## TRY IT
From the first line down to the one containing "context.fillText(s, x, y);", reproduce the entries below exactly and leave out the pictures.

## GIVEN DATA
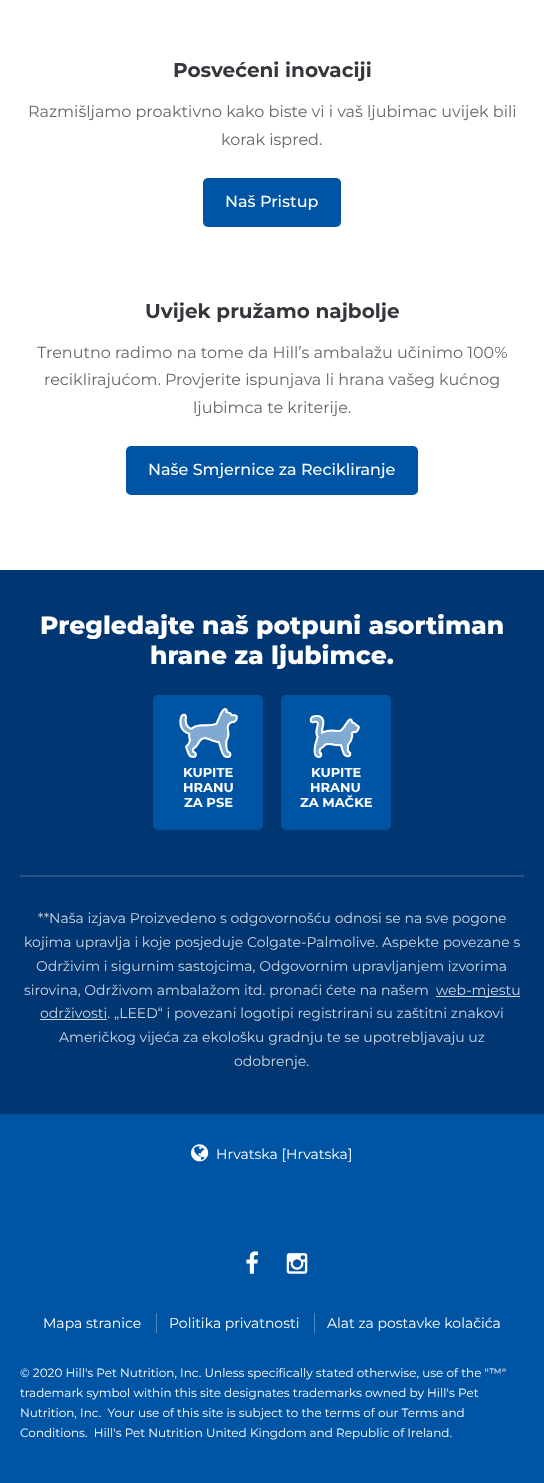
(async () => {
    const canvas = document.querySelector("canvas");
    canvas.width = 544;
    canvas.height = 1483;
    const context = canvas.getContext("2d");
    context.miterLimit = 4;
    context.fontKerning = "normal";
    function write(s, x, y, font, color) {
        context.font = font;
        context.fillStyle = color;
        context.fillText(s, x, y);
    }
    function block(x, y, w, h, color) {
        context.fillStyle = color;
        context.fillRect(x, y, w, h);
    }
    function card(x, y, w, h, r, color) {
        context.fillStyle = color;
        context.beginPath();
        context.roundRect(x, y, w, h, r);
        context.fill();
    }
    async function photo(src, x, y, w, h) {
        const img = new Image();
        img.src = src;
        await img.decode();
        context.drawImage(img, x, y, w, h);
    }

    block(0, 0, 544, 1483, "rgb(255, 255, 255)");
    write("Posvećeni inovaciji", 173, 77, "bold 20px Montserrat", "rgb(52, 54, 59)");
    write("Razmišljamo proaktivno kako biste vi i vaš ljubimac uvijek bili", 28, 117, "16px Montserrat", "rgb(102, 103, 107)");
    write("korak ispred.", 221, 145, "16px Montserrat", "rgb(102, 103, 107)");
    card(203, 178, 138, 49, 5, "rgb(0, 84, 164)");
    write("Naš Pristup", 225, 207, "500 16px Montserrat", "rgb(255, 255, 255)");
    write("Uvijek pružamo najbolje", 145, 318, "bold 20px Montserrat", "rgb(52, 54, 59)");
    write("Trenutno radimo na tome da Hill’s ambalažu učinimo 100%", 37, 358, "16px Montserrat", "rgb(102, 103, 107)");
    write("reciklirajućom. Provjerite ispunjava li hrana vašeg kućnog", 44, 385, "16px Montserrat", "rgb(102, 103, 107)");
    write("ljubimca te kriterije.", 193, 413, "16px Montserrat", "rgb(102, 103, 107)");
    card(126, 446, 292, 49, 5, "rgb(0, 84, 164)");
    write("Naše Smjernice za Recikliranje", 148, 475, "500 16px Montserrat", "rgb(255, 255, 255)");
    block(0, 570, 544, 544, "rgb(0, 54, 114)");
    write("Pregledajte naš potpuni asortiman", 40, 634, "800 25px Montserrat", "rgb(255, 255, 255)");
    write("hrane za ljubimce.", 150, 664, "800 25px Montserrat", "rgb(255, 255, 255)");
    card(153, 695, 110, 135, 5, "rgb(0, 84, 164)");
    await photo("media/1.png", 179, 708, 59, 50);
    write("KUPITE", 183, 777, "bold 13px Montserrat", "rgb(255, 255, 255)");
    write("HRANU", 183, 792, "bold 13px Montserrat", "rgb(255, 255, 255)");
    write("ZA PSE", 184, 807, "bold 13px Montserrat", "rgb(255, 255, 255)");
    card(281, 695, 110, 135, 5, "rgb(0, 84, 164)");
    await photo("media/2.png", 309, 715, 51, 43);
    write("KUPITE", 311, 777, "bold 13px Montserrat", "rgb(255, 255, 255)");
    write("HRANU", 310, 792, "bold 13px Montserrat", "rgb(255, 255, 255)");
    write("ZA MAČKE", 300, 807, "bold 13px Montserrat", "rgb(255, 255, 255)");
    block(20, 875, 504, 2, "rgb(38, 84, 135)");
    write("**Naša izjava Proizvedeno s odgovornošću odnosi se na sve pogone", 38, 923, "14px Montserrat", "rgb(204, 215, 227)");
    write("kojima upravlja i koje posjeduje Colgate-Palmolive. Aspekte povezane s", 24, 947, "14px Montserrat", "rgb(204, 215, 227)");
    write("Održivim i sigurnim sastojcima, Odgovornim upravljanjem izvorima", 36, 971, "14px Montserrat", "rgb(204, 215, 227)");
    write("sirovina, Održivom ambalažom itd. pronaći ćete na našem", 24, 995, "14px Montserrat", "rgb(204, 215, 227)");
    block(436, 996, 84, 1, "rgb(204, 215, 227)");
    write("web-mjestu", 436, 995, "14px Montserrat", "rgb(204, 215, 227)");
    block(40, 1019, 67, 1, "rgb(204, 215, 227)");
    write("održivosti. „LEED“ i povezani logotipi registrirani su zaštitni znakovi", 40, 1018, "14px Montserrat", "rgb(204, 215, 227)");
    write("Američkog vijeća za ekološku gradnju te se upotrebljavaju uz", 59, 1042, "14px Montserrat", "rgb(204, 215, 227)");
    write("odobrenje.", 234, 1066, "14px Montserrat", "rgb(204, 215, 227)");
    block(0, 1114, 544, 369, "rgb(0, 84, 164)");
    await photo("media/3.png", 191, 1144, 18, 18);
    write("Hrvatska [Hrvatska]", 216, 1159, "14px Montserrat", "rgb(255, 255, 255)");
    await photo("media/4.png", 246, 1251, 12, 23);
    await photo("media/5.png", 286, 1253, 22, 21);
    write("Mapa stranice", 43, 1328, "14px Montserrat", "rgb(255, 255, 255)");
    block(156, 1313, 1, 20, "rgb(77, 135, 191)");
    write("Politika privatnosti", 169, 1328, "14px Montserrat", "rgb(255, 255, 255)");
    block(314, 1313, 1, 20, "rgb(77, 135, 191)");
    write("Alat za postavke kolačića", 327, 1328, "14px Montserrat", "rgb(255, 255, 255)");
    write("© 2020 Hill's Pet Nutrition, Inc. Unless specifically stated otherwise, use of the \"™\"", 20, 1377, "12px Montserrat", "rgb(255, 255, 255)");
    write("trademark symbol within this site designates trademarks owned by Hill's Pet", 20, 1397, "12px Montserrat", "rgb(255, 255, 255)");
    write("Nutrition, Inc.  Your use of this site is subject to the terms of our Terms and", 20, 1417, "12px Montserrat", "rgb(255, 255, 255)");
    write("Conditions.  Hill's Pet Nutrition United Kingdom and Republic of Ireland.", 20, 1437, "12px Montserrat", "rgb(255, 255, 255)");
})();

## FINAL ANSWER
(async () => {
    const canvas = document.querySelector("canvas");
    canvas.width = 544;
    canvas.height = 1483;
    const context = canvas.getContext("2d");
    context.miterLimit = 4;
    context.fontKerning = "normal";
    function write(s, x, y, font, color) {
        context.font = font;
        context.fillStyle = color;
        context.fillText(s, x, y);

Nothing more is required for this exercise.